"Bishop Gregory Kerr-Wilson of the diocese of Qu'Appelle has been elected the new bishop for the diocese of Calgary. He will be installed Sept. 29  at Calgary's Cathedral Church of the Redeemer, and succeeds Bishop Derek Hoskin, who has retired. The election took place June 15  at St. Peter's Anglican Church in Calgary. In all, five candidates were considered for the position. Bishop Kerr-Wilson describes himself as an 'evangelical, charismatic Catholic with liberal and conservative tendencies'. He is focused on local leadership 'rather than simply thinking about survival', he says. 'The church's capital is its people and their faith'." [Text of entire article.]
"Bishop Michael Ingham has announced that he will be retiring from his position as bishop of the diocese of New Westminster on Aug. 31, 2013. The diocese 'has been at the forefront of positive change in the Church for decades', Ingham said in an announcement on the website of the diocese. 'From the ordination of women, to support for indigenous peoples, to the dignity of gay and lesbian Christians, to inter-faith dialogue -- it has been a privilege to serve a Diocese living and growing at some of the leading edges of the Anglican Church of Canada'. Bishop Ingham will lead the diocesan delegation to the General Synod in Ottawa in July . He has served as the bishop of New Westminster since 1994 and is currently the longest-serving active Anglican bishop in Canada". [Text of entire article.]
"The Rev.

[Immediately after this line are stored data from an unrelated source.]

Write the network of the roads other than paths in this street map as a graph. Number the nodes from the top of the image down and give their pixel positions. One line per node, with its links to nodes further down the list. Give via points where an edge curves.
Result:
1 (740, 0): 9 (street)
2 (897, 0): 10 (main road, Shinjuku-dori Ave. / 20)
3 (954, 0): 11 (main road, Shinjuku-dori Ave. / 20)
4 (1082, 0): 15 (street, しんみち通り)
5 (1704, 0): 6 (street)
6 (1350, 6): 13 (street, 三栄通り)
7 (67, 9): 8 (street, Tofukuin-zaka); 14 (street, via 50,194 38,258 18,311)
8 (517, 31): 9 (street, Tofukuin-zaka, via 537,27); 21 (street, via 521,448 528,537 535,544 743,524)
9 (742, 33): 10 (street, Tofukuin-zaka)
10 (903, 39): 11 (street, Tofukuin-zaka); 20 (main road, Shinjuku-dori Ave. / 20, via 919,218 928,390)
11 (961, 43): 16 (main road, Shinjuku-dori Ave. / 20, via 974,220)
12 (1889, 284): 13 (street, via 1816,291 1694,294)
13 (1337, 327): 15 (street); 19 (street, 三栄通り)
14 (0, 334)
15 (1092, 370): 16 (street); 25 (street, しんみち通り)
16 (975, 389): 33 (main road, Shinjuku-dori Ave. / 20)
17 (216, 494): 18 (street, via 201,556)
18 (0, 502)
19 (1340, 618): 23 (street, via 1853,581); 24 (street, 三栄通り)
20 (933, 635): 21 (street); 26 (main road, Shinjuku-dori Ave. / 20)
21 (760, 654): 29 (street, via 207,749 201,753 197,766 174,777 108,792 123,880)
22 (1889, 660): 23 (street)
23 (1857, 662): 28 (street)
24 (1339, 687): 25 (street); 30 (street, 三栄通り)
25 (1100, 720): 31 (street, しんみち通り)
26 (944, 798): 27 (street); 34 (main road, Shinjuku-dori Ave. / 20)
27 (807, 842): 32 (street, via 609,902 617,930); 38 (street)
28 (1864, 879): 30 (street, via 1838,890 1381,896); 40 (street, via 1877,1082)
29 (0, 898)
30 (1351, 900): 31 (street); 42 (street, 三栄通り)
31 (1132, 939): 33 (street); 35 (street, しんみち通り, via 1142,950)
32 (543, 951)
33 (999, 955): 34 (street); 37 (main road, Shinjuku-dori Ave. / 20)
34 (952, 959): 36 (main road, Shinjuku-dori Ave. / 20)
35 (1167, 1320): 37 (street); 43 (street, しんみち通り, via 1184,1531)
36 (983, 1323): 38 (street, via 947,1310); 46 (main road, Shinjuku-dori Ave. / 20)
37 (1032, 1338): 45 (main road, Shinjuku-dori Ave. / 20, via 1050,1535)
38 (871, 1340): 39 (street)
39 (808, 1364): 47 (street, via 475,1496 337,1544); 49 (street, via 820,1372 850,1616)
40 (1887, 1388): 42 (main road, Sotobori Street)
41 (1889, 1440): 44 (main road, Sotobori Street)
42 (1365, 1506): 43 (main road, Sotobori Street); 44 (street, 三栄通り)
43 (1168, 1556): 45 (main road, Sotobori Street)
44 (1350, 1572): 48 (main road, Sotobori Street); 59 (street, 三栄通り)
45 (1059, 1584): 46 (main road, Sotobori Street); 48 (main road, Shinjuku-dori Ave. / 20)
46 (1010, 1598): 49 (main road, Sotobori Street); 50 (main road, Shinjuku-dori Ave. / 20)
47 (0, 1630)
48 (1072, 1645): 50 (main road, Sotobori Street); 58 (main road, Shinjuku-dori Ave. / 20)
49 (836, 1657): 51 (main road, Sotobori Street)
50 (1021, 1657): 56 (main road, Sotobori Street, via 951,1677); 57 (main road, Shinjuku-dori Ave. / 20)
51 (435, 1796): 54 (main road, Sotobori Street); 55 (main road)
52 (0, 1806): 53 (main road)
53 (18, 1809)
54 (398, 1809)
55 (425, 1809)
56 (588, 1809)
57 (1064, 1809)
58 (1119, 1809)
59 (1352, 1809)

Capt. David Parsons will become Anglican bishop of the diocese of the Arctic in early 2013. Elected co-adjutor bishop during the Arctic synod in Iqaluit, Nunavut Bishop Parsons will succeed Bishop Andrew Atagotaaluk, who is retiring. Parsons was consecrated on June 3  at the opening of St. Jude's Cathedral, newly rebuilt after being destroyed by fire in 2005. Parsons currently serves as regional dean of the Mackenzie Delta and is the incumbent at the Church of the Ascension in Inuvik. The Rev. Darren McCartney was elected suffragan bishop. McCartney spent several years in Pangnirtung, Nunavut, as rector of St. Luke's and speaks fluent Inuktitut. He comes from Knocknamuckley, Ireland". [Text of entire article.]
"Canadian Anglican bishops have responded to General Synod's provisional vote on same-sex marriage in starkly different ways: a number have called for prayers, some announced they will now allow religious weddings for same-sex couples and others have expressed anxiety about unity in the church". "The impact of the vote was undeniable. Some bishops and members of their dioceses were noticeably absent at the meeting's closing worship July 12 , including those who had walked out after it was announced that the same-sex marriage motion had passed".
"At its May 1  assembly, the Anglican Parishes of the Central Interior (APCI) unanimously passed a historic resolution asking the synod of the ecclesiastical province of British Columbia and the Yukon to recognize APCI as a territory with rights to elect a bishop through its own nomination and electoral processes" (p. 1). "If APCI becomes a territory, it will be named as a geographic area and it will 'enshrine our unique governance model', said [Bishop Barbara] Andrews" (p. 1). "APCI's members would like to attain a greater degree of autonomy over their affairs, but they also do not seek to become a diocese. Bud Smith, speaking on behalf of the bishop's task force, explained the reluctance to return to a diocesan form of organization as being rooted in a commitment to practicing concrete reconciliation" (p. 16). "As part of this, back in 2001, APCI committed to placing the needs and considerations of its indigenous members first, followed by the needs and considerations of the non-Indigenous parishes, and finally, the administrative needs and functions of the ecclesiastical province. It is a commitment that APCI has attempted to realize by providing its Indigenous members with 15 extra seats with voice and vote at its assembly, in addition to those already held by delegates from Indigenous parishes" (p. 16).
"The list of bishops ... is a reminder not only of the diversity, and complexity of the ecclesiastical province of Ontario, but of the extraordinary commitment many have made to the Anglican church in Ontario in the two hundred years since the arrival of the Mohawks, John Stuart and others (p. 128)". List consists of 221 names beginning with Charles Inglis and ending with Taylor Pryce, divided into four sections: Bishops Before 1839 of What Became Ontario -- Metropolitans of the Ecclesiastical Province of Canada Before 1912 -- Metropolitans of the Ecclesiastical Province of Ontario -- Bishops of Dioceses Within What Became Ecclesiastical Province of Ontario.